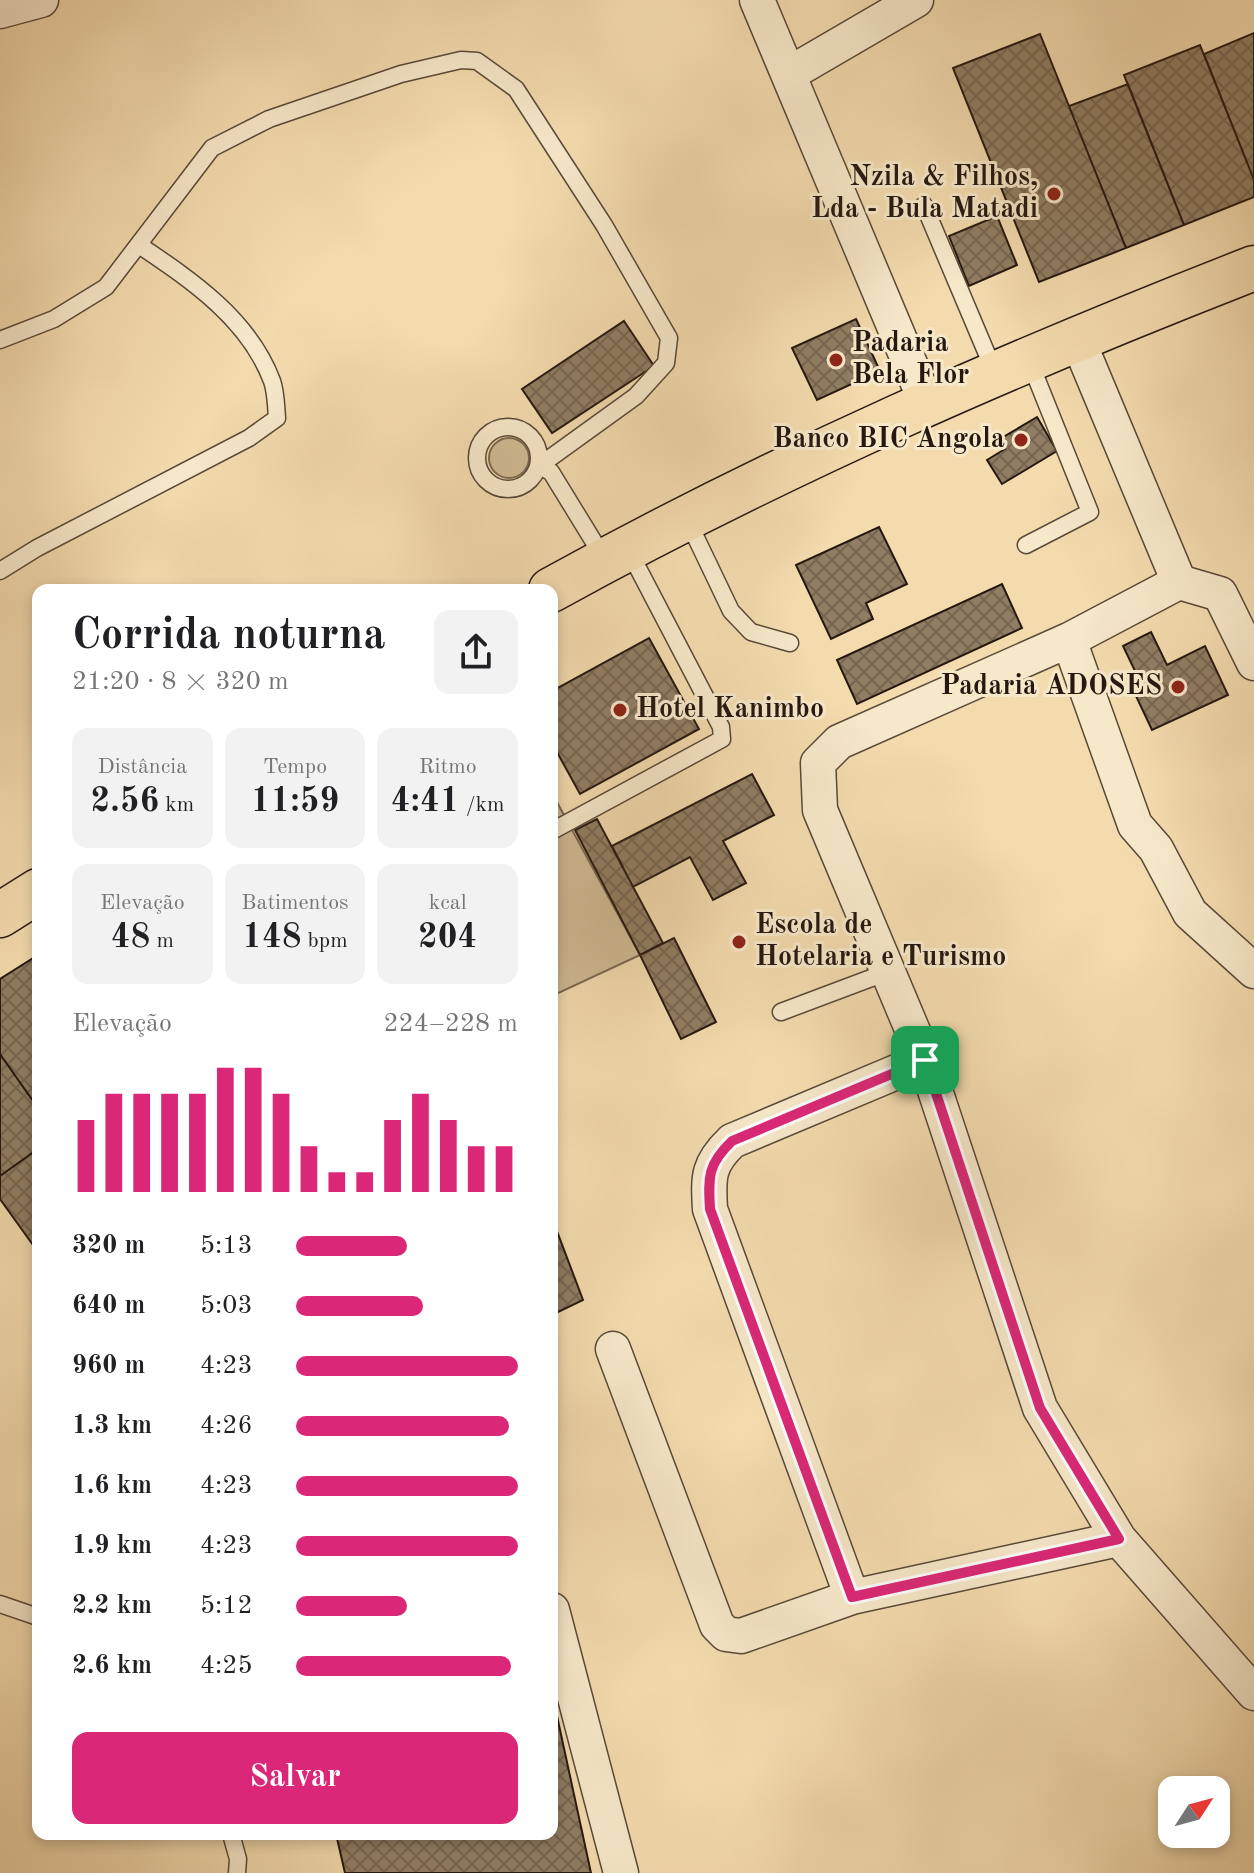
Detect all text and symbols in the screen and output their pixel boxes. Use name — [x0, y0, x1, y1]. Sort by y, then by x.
place label: Nzila & Filhos, Lda - Bula Matadi — [811, 164, 1038, 224]
marker: Nzila & Filhos, Lda - Bula Matadi — [1045, 185, 1063, 203]
place label: Padaria Bela Flor — [852, 330, 969, 390]
marker: Padaria Bela Flor — [827, 351, 845, 369]
place label: Banco BIC Angola — [773, 426, 1005, 454]
marker: Banco BIC Angola — [1012, 431, 1030, 449]
button: share — [434, 610, 518, 694]
text: Corrida noturna — [72, 614, 386, 658]
text: 21:20 · 8 × 320 m — [72, 669, 289, 695]
place label: Padaria ADOSES — [940, 673, 1162, 701]
marker: Padaria ADOSES — [1169, 678, 1187, 696]
place label: Hotel Kanimbo — [636, 696, 824, 724]
marker: Hotel Kanimbo — [611, 701, 629, 719]
text: Distância — [98, 756, 187, 778]
text: Tempo — [263, 756, 327, 778]
text: Ritmo — [419, 756, 477, 778]
text: 2.56 — [90, 785, 159, 819]
text: 11:59 — [251, 785, 339, 819]
text: 4:41 — [391, 785, 460, 819]
text: km — [159, 794, 194, 816]
text: /km — [460, 794, 504, 816]
text: Elevação — [100, 892, 185, 914]
text: Batimentos — [241, 892, 349, 914]
text: kcal — [429, 892, 467, 914]
place label: Escola de Hotelaria e Turismo — [755, 912, 1006, 972]
text: 48 — [111, 921, 150, 955]
text: 148 — [242, 921, 301, 955]
text: 204 — [418, 921, 477, 955]
text: m — [150, 930, 174, 952]
text: bpm — [301, 930, 348, 952]
marker: Escola de Hotelaria e Turismo — [730, 933, 748, 951]
text: Elevação — [72, 1011, 172, 1037]
text: 224–228 m — [383, 1011, 518, 1037]
pin — [891, 1026, 959, 1094]
icon: arrive — [903, 1038, 947, 1082]
text: 320 m — [72, 1233, 145, 1259]
text: 5:13 — [200, 1233, 253, 1259]
text: 640 m — [72, 1293, 145, 1319]
text: 5:03 — [200, 1293, 253, 1319]
text: 960 m — [72, 1353, 145, 1379]
text: 4:23 — [200, 1353, 253, 1379]
text: 1.3 km — [72, 1413, 152, 1439]
text: 4:26 — [200, 1413, 253, 1439]
text: 1.6 km — [72, 1473, 152, 1499]
text: 4:23 — [200, 1473, 253, 1499]
text: 1.9 km — [72, 1533, 152, 1559]
text: 4:23 — [200, 1533, 253, 1559]
text: 2.2 km — [72, 1593, 152, 1619]
text: 5:12 — [200, 1593, 253, 1619]
text: 2.6 km — [72, 1653, 152, 1679]
text: 4:25 — [200, 1653, 253, 1679]
button: Salvar — [72, 1732, 518, 1824]
north arrow — [1158, 1776, 1230, 1848]
map controls — [1158, 1776, 1230, 1848]

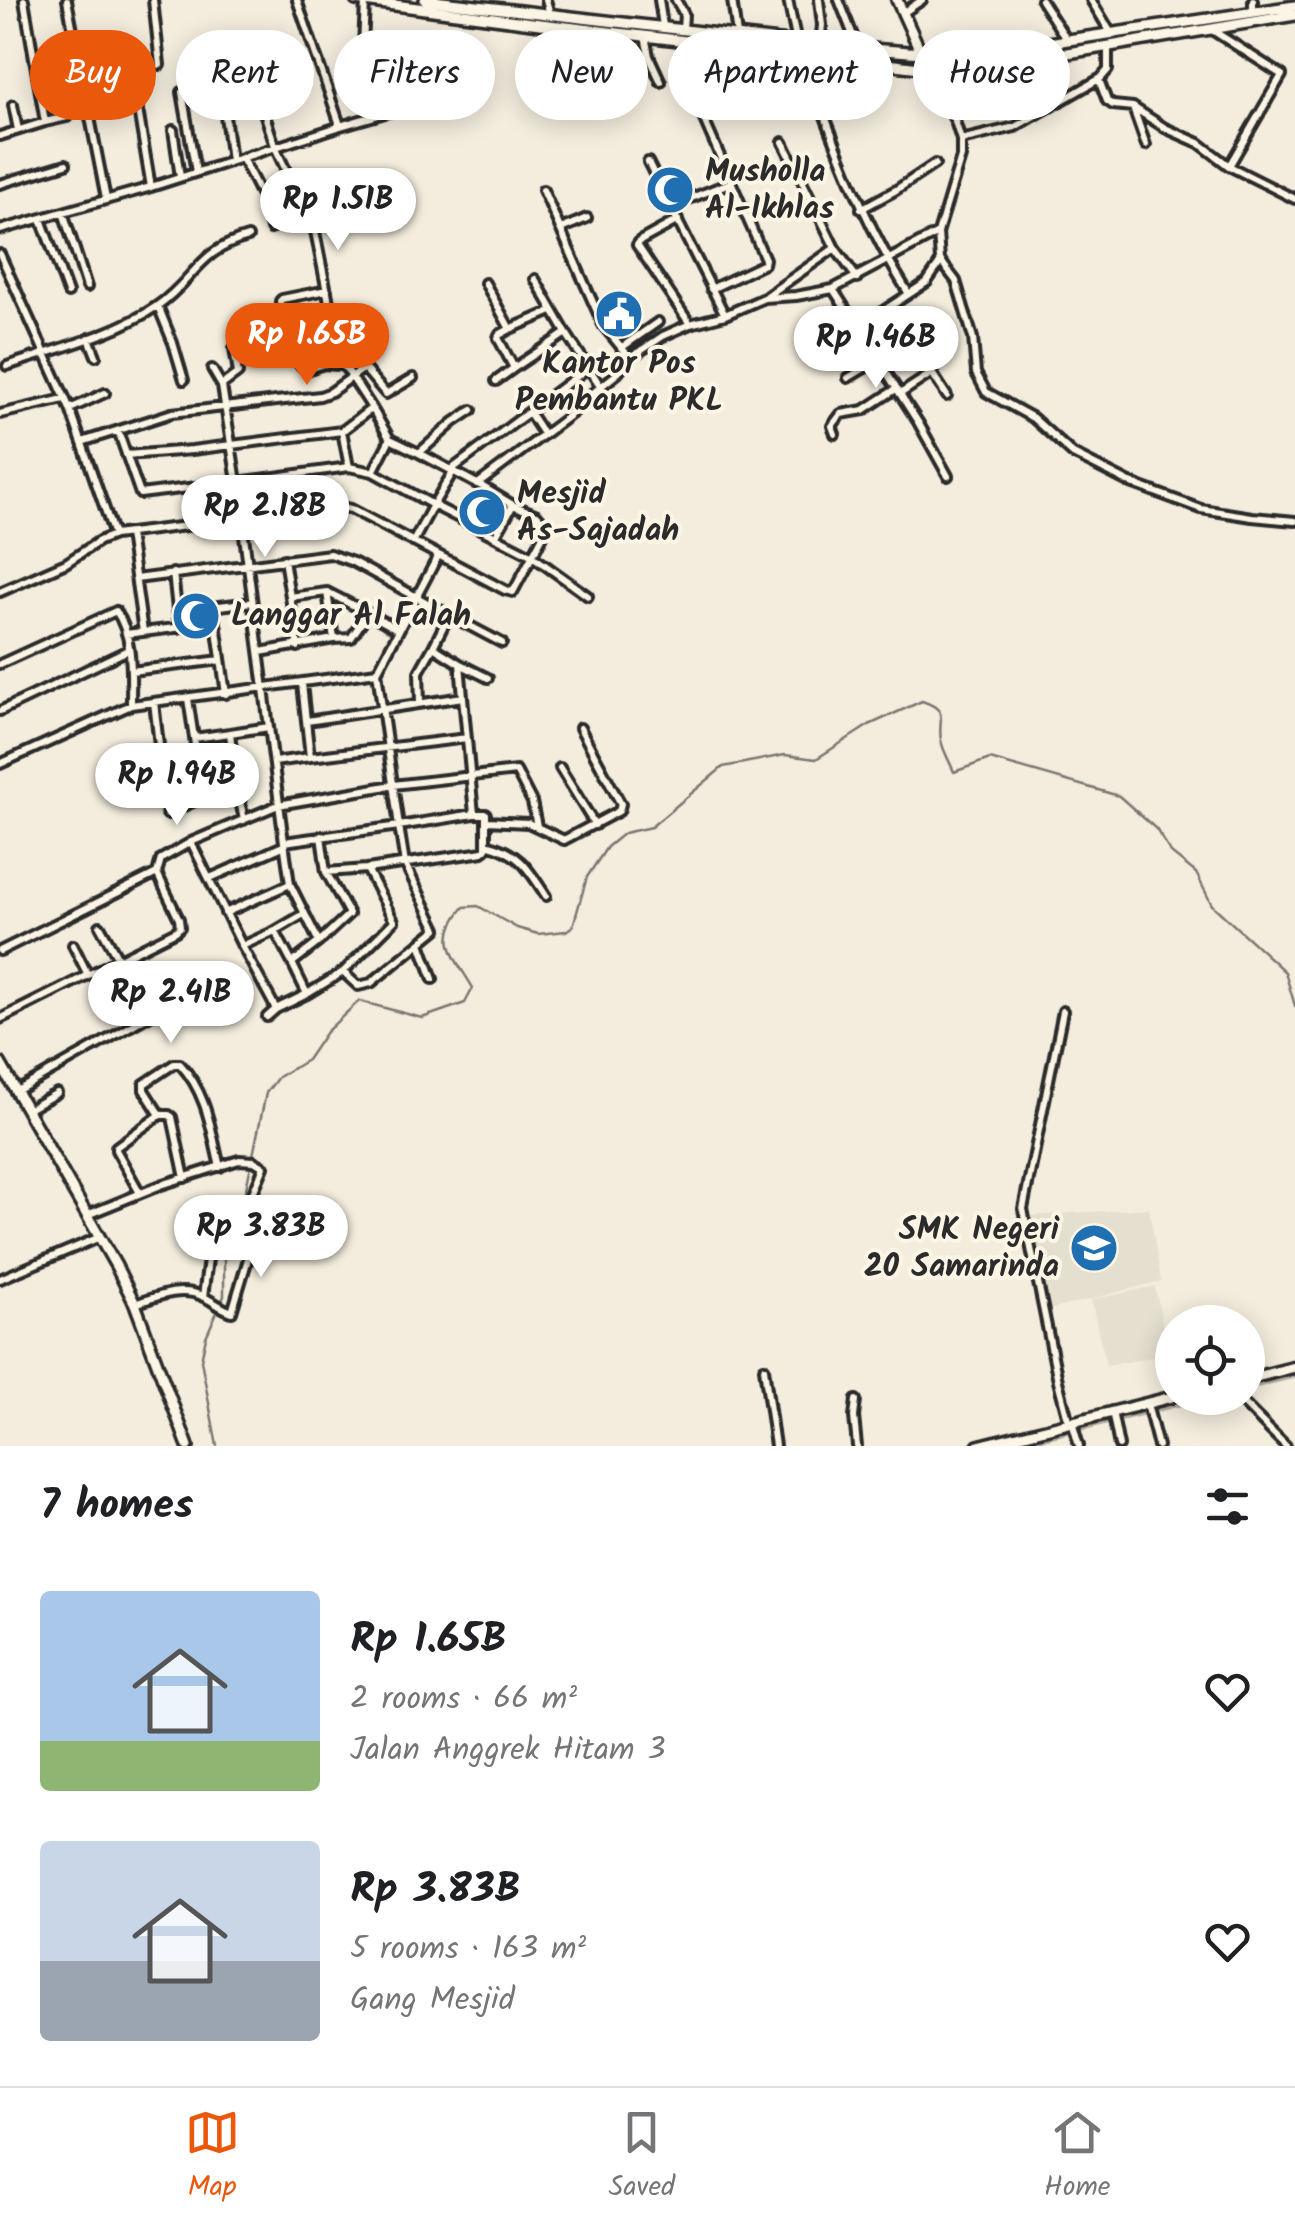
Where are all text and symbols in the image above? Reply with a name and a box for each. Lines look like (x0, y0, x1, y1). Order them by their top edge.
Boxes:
chip: Buy (30, 30, 156, 120)
chip: Rent (176, 30, 314, 120)
chip: Filters (334, 30, 495, 120)
chip: New (515, 30, 648, 120)
chip: Apartment (668, 30, 893, 120)
chip: House (913, 30, 1070, 120)
place label: Musholla Al-Ikhlas (705, 147, 834, 235)
mosque icon: Musholla Al-Ikhlas (644, 164, 696, 216)
pin: Rp 1.51B (235, 168, 441, 253)
text: Rp 1.51B (282, 175, 394, 226)
public building icon: Kantor Pos Pembantu PKL (593, 288, 645, 340)
pin: Rp 1.65B (204, 303, 410, 388)
pin: Rp 1.46B (773, 306, 979, 391)
text: Rp 1.65B (247, 310, 367, 361)
text: Rp 1.46B (816, 313, 936, 364)
place label: Kantor Pos Pembantu PKL (515, 339, 723, 427)
place label: Mesjid As-Sajadah (517, 469, 679, 557)
pin: Rp 2.18B (162, 475, 368, 560)
text: Rp 2.18B (203, 482, 327, 533)
mosque icon: Mesjid As-Sajadah (456, 486, 508, 538)
mosque icon: Langgar Al Falah (170, 590, 222, 642)
place label: Langgar Al Falah (231, 591, 471, 642)
pin: Rp 1.94B (74, 743, 280, 828)
text: Rp 1.94B (117, 750, 237, 801)
pin: Rp 2.41B (68, 961, 274, 1046)
text: Rp 2.41B (110, 968, 232, 1019)
pin: Rp 3.83B (158, 1195, 364, 1280)
text: Rp 3.83B (196, 1202, 326, 1253)
place label: SMK Negeri 20 Samarinda (864, 1205, 1060, 1293)
school or university icon: SMK Negeri 20 Samarinda (1068, 1222, 1120, 1274)
map controls (1155, 1305, 1265, 1415)
button: locate (1155, 1305, 1265, 1415)
text: 7 homes (40, 1473, 193, 1540)
icon: filters (1200, 1479, 1255, 1534)
text: Rp 1.65B (350, 1607, 507, 1674)
icon: home (120, 1631, 240, 1751)
icon: heart (1200, 1664, 1255, 1719)
text: 2 rooms · 66 m² (350, 1674, 577, 1725)
text: Jalan Anggrek Hitam 3 (350, 1725, 666, 1776)
text: Rp 3.83B (350, 1857, 521, 1924)
icon: home (120, 1881, 240, 2001)
icon: heart (1200, 1914, 1255, 1969)
text: 5 rooms · 163 m² (350, 1924, 586, 1975)
text: Gang Mesjid (350, 1975, 515, 2026)
tab: Map (185, 2105, 240, 2210)
tab: Saved (609, 2105, 675, 2210)
tab: Home (1044, 2105, 1110, 2210)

○ ○ ○ ○ ○ ○ ○

### YOUR ASSIGNMENT
Set down the complete material exactly, but do not include the images.

### SOLUTION FOR THIS EXERCISE
Detect all text and symbols in the screen and output their pixel boxes. Use name — [x0, y0, x1, y1]. Sort by y, then by x.
place label: Nzila & Filhos, Lda - Bula Matadi — [811, 164, 1038, 224]
marker: Nzila & Filhos, Lda - Bula Matadi — [1045, 185, 1063, 203]
place label: Padaria Bela Flor — [852, 330, 969, 390]
marker: Padaria Bela Flor — [827, 351, 845, 369]
place label: Banco BIC Angola — [773, 426, 1005, 454]
marker: Banco BIC Angola — [1012, 431, 1030, 449]
button: share — [434, 610, 518, 694]
text: Corrida noturna — [72, 614, 386, 658]
text: 21:20 · 8 × 320 m — [72, 669, 289, 695]
place label: Padaria ADOSES — [940, 673, 1162, 701]
marker: Padaria ADOSES — [1169, 678, 1187, 696]
place label: Hotel Kanimbo — [636, 696, 824, 724]
marker: Hotel Kanimbo — [611, 701, 629, 719]
text: Distância — [98, 756, 187, 778]
text: Tempo — [263, 756, 327, 778]
text: Ritmo — [419, 756, 477, 778]
text: 2.56 — [90, 785, 159, 819]
text: 11:59 — [251, 785, 339, 819]
text: 4:41 — [391, 785, 460, 819]
text: km — [159, 794, 194, 816]
text: /km — [460, 794, 504, 816]
text: Elevação — [100, 892, 185, 914]
text: Batimentos — [241, 892, 349, 914]
text: kcal — [429, 892, 467, 914]
place label: Escola de Hotelaria e Turismo — [755, 912, 1006, 972]
text: 48 — [111, 921, 150, 955]
text: 148 — [242, 921, 301, 955]
text: 204 — [418, 921, 477, 955]
text: m — [150, 930, 174, 952]
text: bpm — [301, 930, 348, 952]
marker: Escola de Hotelaria e Turismo — [730, 933, 748, 951]
text: Elevação — [72, 1011, 172, 1037]
text: 224–228 m — [383, 1011, 518, 1037]
pin — [891, 1026, 959, 1094]
icon: arrive — [903, 1038, 947, 1082]
text: 320 m — [72, 1233, 145, 1259]
text: 5:13 — [200, 1233, 253, 1259]
text: 640 m — [72, 1293, 145, 1319]
text: 5:03 — [200, 1293, 253, 1319]
text: 960 m — [72, 1353, 145, 1379]
text: 4:23 — [200, 1353, 253, 1379]
text: 1.3 km — [72, 1413, 152, 1439]
text: 4:26 — [200, 1413, 253, 1439]
text: 1.6 km — [72, 1473, 152, 1499]
text: 4:23 — [200, 1473, 253, 1499]
text: 1.9 km — [72, 1533, 152, 1559]
text: 4:23 — [200, 1533, 253, 1559]
text: 2.2 km — [72, 1593, 152, 1619]
text: 5:12 — [200, 1593, 253, 1619]
text: 2.6 km — [72, 1653, 152, 1679]
text: 4:25 — [200, 1653, 253, 1679]
button: Salvar — [72, 1732, 518, 1824]
north arrow — [1158, 1776, 1230, 1848]
map controls — [1158, 1776, 1230, 1848]

Where are all text and symbols in the image above? Reply with a name and a box for each. Lines look like (x0, y0, x1, y1). Order them by their top edge.
Boxes:
chip: Buy (30, 30, 156, 120)
chip: Rent (176, 30, 314, 120)
chip: Filters (334, 30, 495, 120)
chip: New (515, 30, 648, 120)
chip: Apartment (668, 30, 893, 120)
chip: House (913, 30, 1070, 120)
place label: Musholla Al-Ikhlas (705, 147, 834, 235)
mosque icon: Musholla Al-Ikhlas (644, 164, 696, 216)
pin: Rp 1.51B (235, 168, 441, 253)
text: Rp 1.51B (282, 175, 394, 226)
public building icon: Kantor Pos Pembantu PKL (593, 288, 645, 340)
pin: Rp 1.65B (204, 303, 410, 388)
pin: Rp 1.46B (773, 306, 979, 391)
text: Rp 1.65B (247, 310, 367, 361)
text: Rp 1.46B (816, 313, 936, 364)
place label: Kantor Pos Pembantu PKL (515, 339, 723, 427)
place label: Mesjid As-Sajadah (517, 469, 679, 557)
pin: Rp 2.18B (162, 475, 368, 560)
text: Rp 2.18B (203, 482, 327, 533)
mosque icon: Mesjid As-Sajadah (456, 486, 508, 538)
mosque icon: Langgar Al Falah (170, 590, 222, 642)
place label: Langgar Al Falah (231, 591, 471, 642)
pin: Rp 1.94B (74, 743, 280, 828)
text: Rp 1.94B (117, 750, 237, 801)
pin: Rp 2.41B (68, 961, 274, 1046)
text: Rp 2.41B (110, 968, 232, 1019)
pin: Rp 3.83B (158, 1195, 364, 1280)
text: Rp 3.83B (196, 1202, 326, 1253)
place label: SMK Negeri 20 Samarinda (864, 1205, 1060, 1293)
school or university icon: SMK Negeri 20 Samarinda (1068, 1222, 1120, 1274)
map controls (1155, 1305, 1265, 1415)
button: locate (1155, 1305, 1265, 1415)
text: 7 homes (40, 1473, 193, 1540)
icon: filters (1200, 1479, 1255, 1534)
text: Rp 1.65B (350, 1607, 507, 1674)
icon: home (120, 1631, 240, 1751)
icon: heart (1200, 1664, 1255, 1719)
text: 2 rooms · 66 m² (350, 1674, 577, 1725)
text: Jalan Anggrek Hitam 3 (350, 1725, 666, 1776)
text: Rp 3.83B (350, 1857, 521, 1924)
icon: home (120, 1881, 240, 2001)
icon: heart (1200, 1914, 1255, 1969)
text: 5 rooms · 163 m² (350, 1924, 586, 1975)
text: Gang Mesjid (350, 1975, 515, 2026)
tab: Map (185, 2105, 240, 2210)
tab: Saved (609, 2105, 675, 2210)
tab: Home (1044, 2105, 1110, 2210)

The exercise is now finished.